Definitely both! I usually have a distinct idea in my mind of where things are, and what they look like as I read. Though I try to plow through a first read and let the story wash over me, before giving it a second pass. It’s so much more intriguing to experience the magic of that emotion unfolding for the first time before breaking it down with a critical microscope.
-What are you most proud of with this film?
Indie films are always a very hands on, immersive scenario. Our Art Dept crew was a small group of phenomenal artists that made every day on set better as we successfully worked through all of the challenges with stunts, shooting in car trunks, and trying to keep the house in one piece. Getting a chance to work with friends who bring really creative solutions to all of the challenges in film production makes all that hard work a rewarding experience.
-You have worked on The Walking Dead: World Beyond, which is obviously part of The Walking Dead franchise. What is it about this franchise that fascinates so many people around the world?
A clean slate? The idea of starting over without the generations of past social structure is certainly an intriguing idea that opens up a lot of avenues for exploration. World Beyond seems like a great opportunity to take that adventure through a younger perspective, and I’m excited to see how it develops.
-You are the production designer on The Star Wars Show, which is a weekly series discussing all things Star Wars. You have worked on almost 150 episodes of this show. How do you keep things feeling fresh after this long?
The week-to-week credit absolutely goes to the amazing crew at Star Wars.com! They really have fun with everything they create. For the sets we always try to find some detail that is iconically Star Wars, then put a twist on it with a more traditional material or form, some are more obvious than others, but it’s a chance to geek out on small visual details, and then see who else catches it.
–Do you have a favorite episode of The Star Wars Show? Why?
I’m a little biased towards the cast interview for Rise of Skywalker since we pulled that set together in just a few days during a holiday week, but overall, my favorite episodes are with the artists at Lucasfilm and ILM. The Dennis Muren episode is an early one, and I always find people’s journey into creative work inspiring.
-You have worked on a lot of projects centered around Star Wars, such as Science and Star Wars and Star Wars Celebration 2015. Why is that? Do you love Star Wars?
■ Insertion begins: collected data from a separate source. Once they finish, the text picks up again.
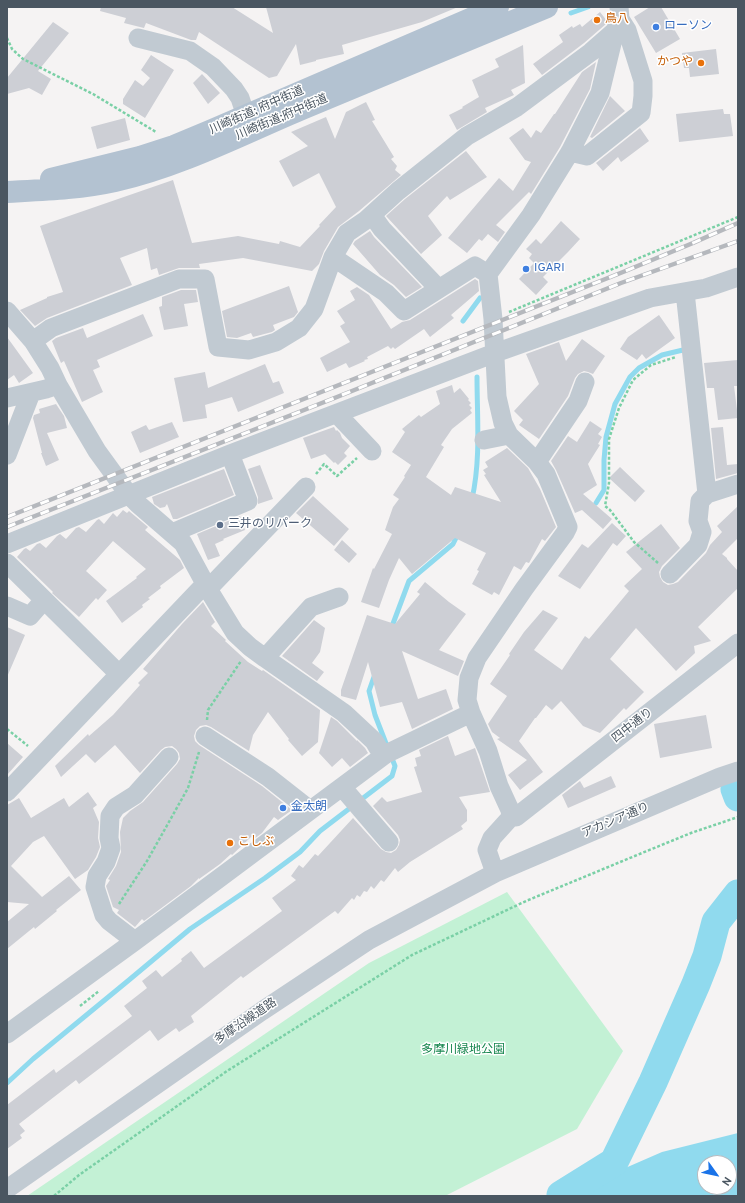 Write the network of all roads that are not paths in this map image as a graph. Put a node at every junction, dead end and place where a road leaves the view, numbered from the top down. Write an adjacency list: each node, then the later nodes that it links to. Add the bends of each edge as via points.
1 (498, 7): 5 (main road, 川崎街道; 府中街道)
2 (547, 7): 7 (main road, 川崎街道;府中街道, via 208,150 148,172 94,186)
3 (618, 19): 6 (street, via 600,92); 6 (street, via 627,30 643,81 641,113 587,156); 8 (street, via 591,52 517,106 466,136)
4 (138, 38): 5 (street, via 190,51 213,67 234,89)
5 (246, 116): 7 (main road, 川崎街道; 府中街道, via 174,146 140,157)
6 (570, 152): 10 (street, via 531,215)
7 (7, 191)
8 (372, 215): 9 (street, via 347,233); 12 (street)
9 (333, 257): 12 (street, via 386,293 404,311); 15 (street, via 314,309 299,328 276,342 249,350 218,347 204,279 179,279 163,284 51,328)
10 (488, 274): 12 (street, via 475,266); 16 (street)
11 (738, 277): 13 (street)
12 (438, 288)
13 (685, 292): 16 (street, via 650,298); 31 (street)
14 (7, 311): 15 (street)
15 (33, 341): 18 (street)
16 (496, 353): 21 (street); 22 (street, via 497,397)
17 (585, 382): 27 (street, via 578,401)
18 (58, 386): 19 (street); 30 (street, via 97,451)
19 (31, 393): 20 (street); 26 (street)
20 (7, 398)
21 (337, 414): 24 (street); 25 (street)
22 (509, 435): 23 (street); 27 (street)
23 (484, 440)
24 (371, 449)
25 (230, 454): 30 (street); 32 (street, via 248,501)
26 (7, 455)
27 (537, 462): 43 (street, via 546,474 568,527 477,658 469,678 467,700)
28 (738, 484): 31 (street)
29 (306, 487): 36 (street)
30 (129, 494): 32 (street); 33 (street)
31 (707, 494): 35 (street, via 700,501 698,521 702,532 698,546)
32 (172, 533): 36 (street, via 183,542)
33 (7, 544)
34 (7, 564): 38 (street)
35 (670, 574)
36 (207, 586): 41 (street, via 235,633); 42 (street)
37 (339, 597): 41 (street, via 311,607)
38 (44, 600): 39 (street, via 30,616); 42 (street)
39 (7, 606)
40 (738, 643): 51 (street, 四中通り)
41 (258, 653): 45 (street, via 344,713)
42 (119, 674): 48 (street)
43 (471, 713): 45 (street); 51 (street, via 488,751 499,786)
44 (206, 736): 50 (street, via 268,777)
45 (388, 753): 49 (street)
46 (169, 757): 54 (street, via 135,795 116,807 110,816 110,848 106,862 97,876 95,887 104,916)
47 (738, 771): 53 (street, アカシア通り)
48 (7, 792)
49 (351, 798): 50 (street); 52 (street)
50 (310, 810): 54 (street)
51 (514, 817): 53 (street, 四中通り, via 492,838 487,850)
52 (389, 842)
53 (495, 873): 56 (street, 多摩沿線道路, via 369,940 262,1011)
54 (135, 941): 55 (street)
55 (7, 1034)
56 (7, 1189) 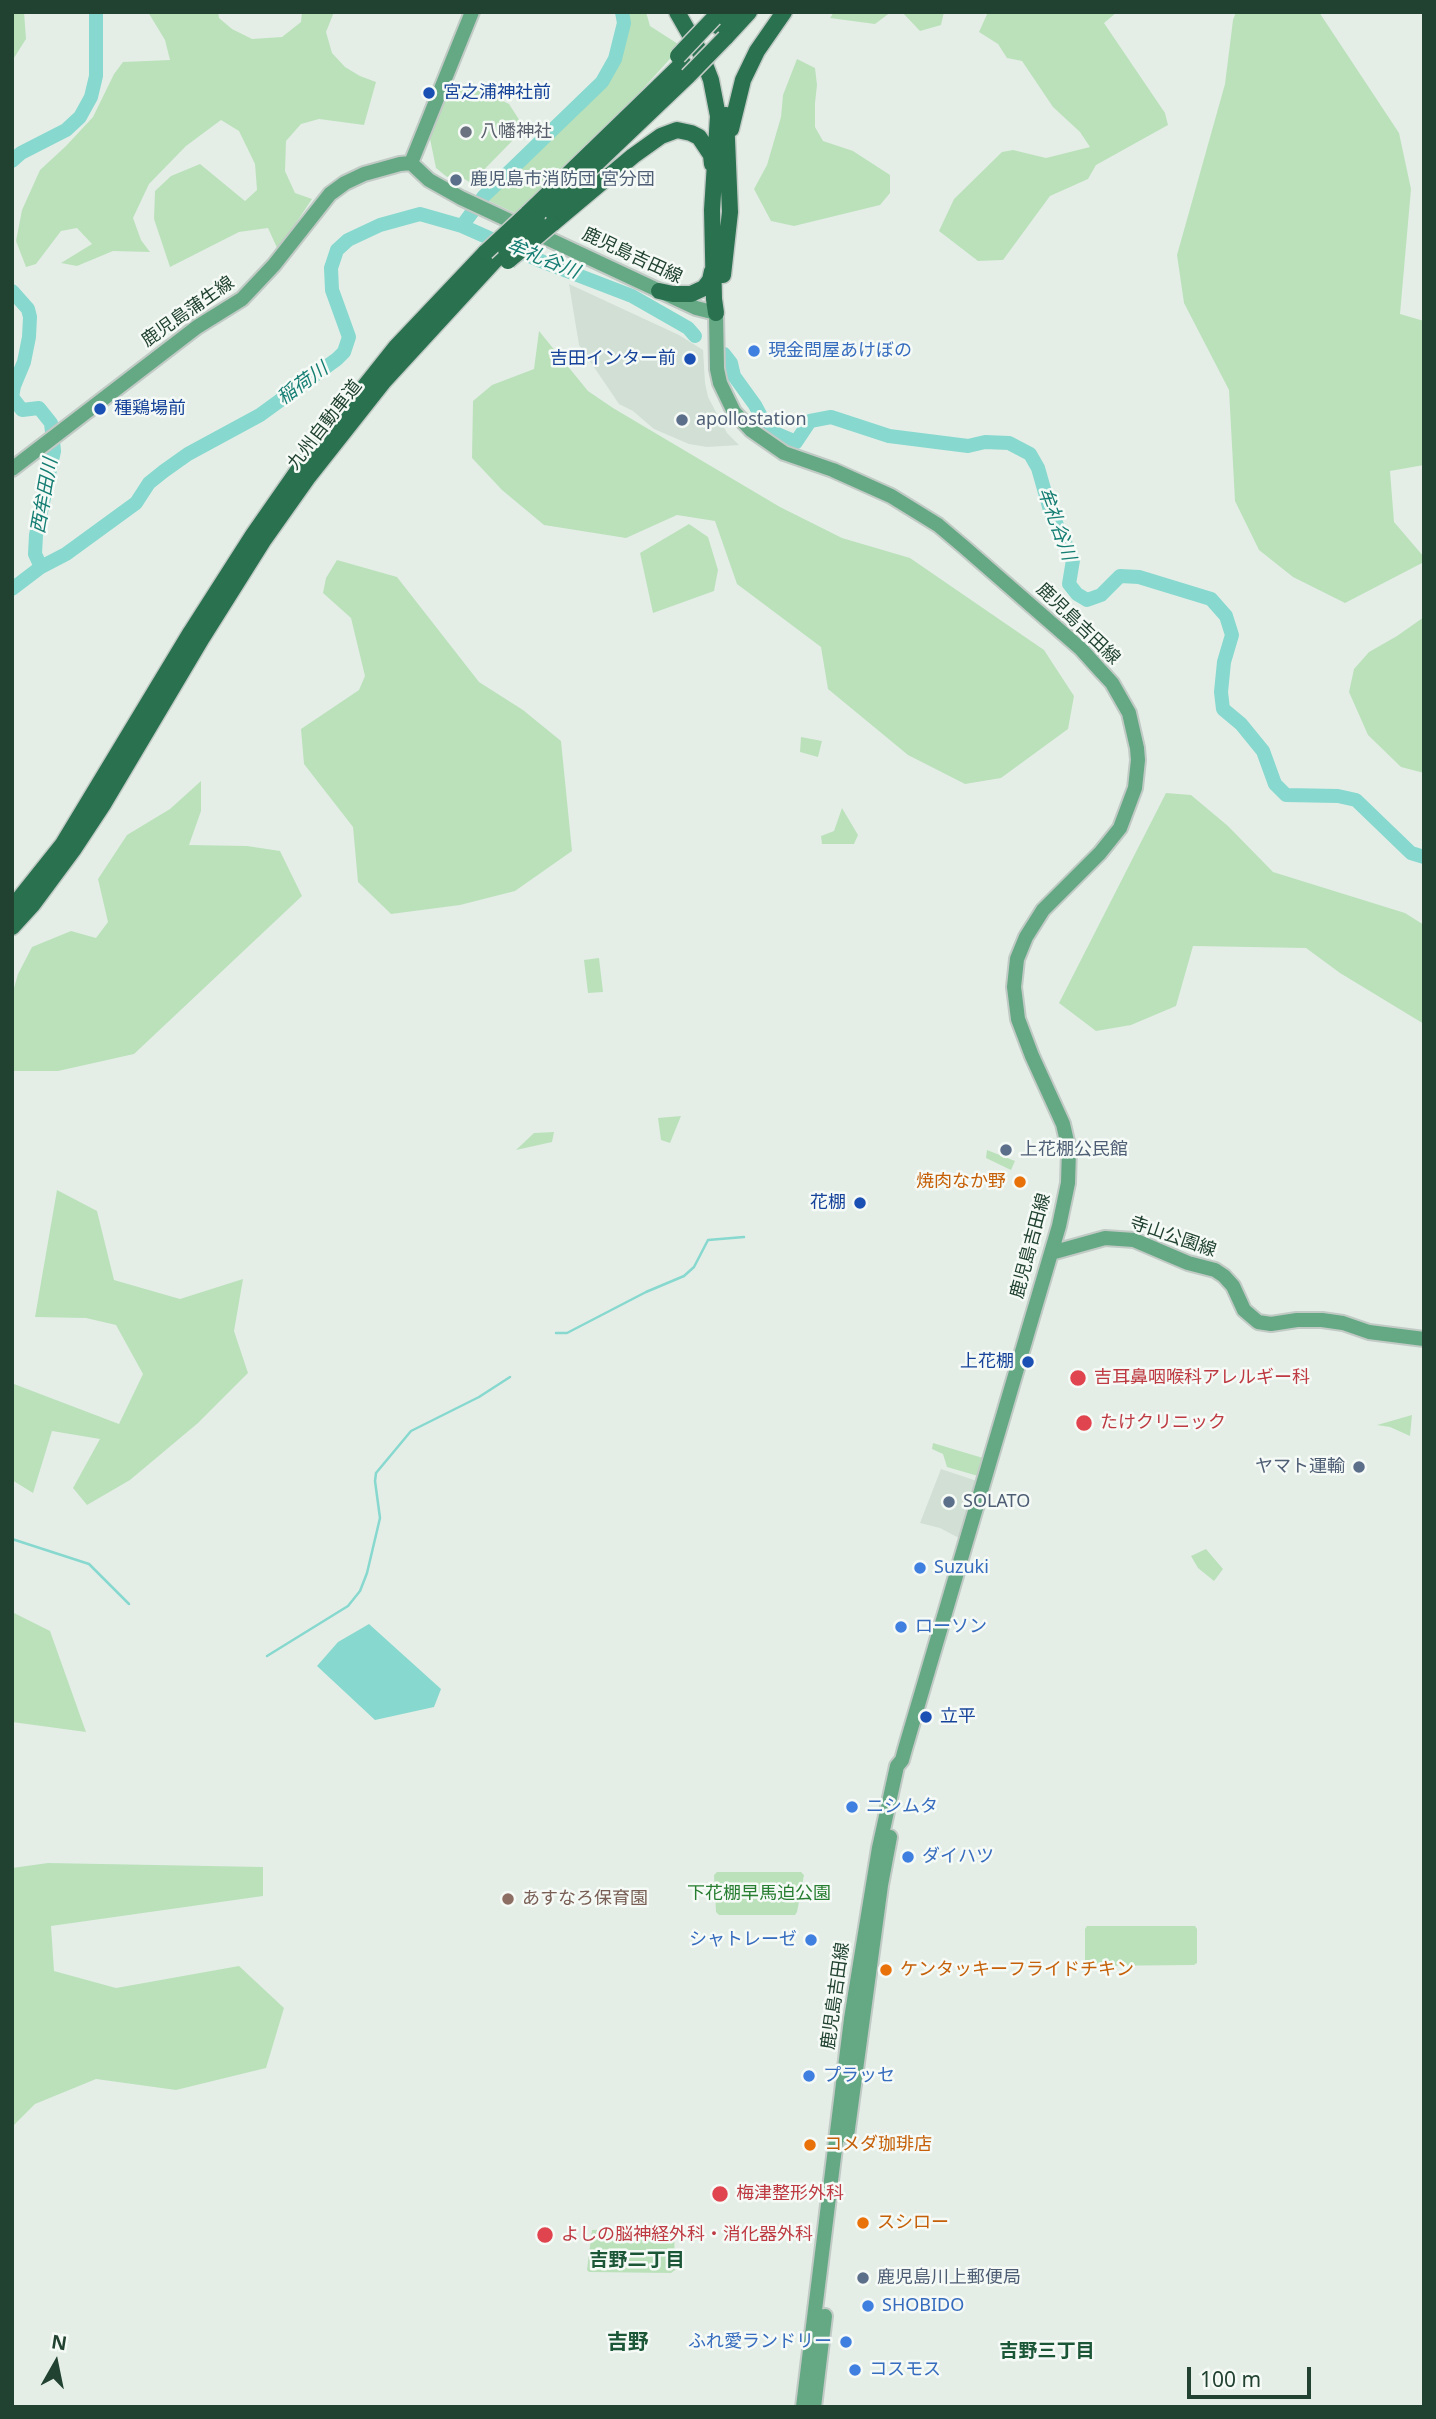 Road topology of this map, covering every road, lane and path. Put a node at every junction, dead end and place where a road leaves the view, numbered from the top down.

A film series based around hope and perseverance seems like an alright place to hang out and make some cool things along the way, so I’m definitely a fan! The short story is that some amazingly talented friends and I built the Episode IV Cantina years ago for a music video, and it eventually put us in touch with the people who created The Star Wars Show. From there we kept trying to do something a little bit bigger and better with every project. The Star Wars universe is such a deep well of insightful design to draw upon, and I really appreciate the opportunities we’ve had to play around in that world and work with all the talented and passionate people that make it happen.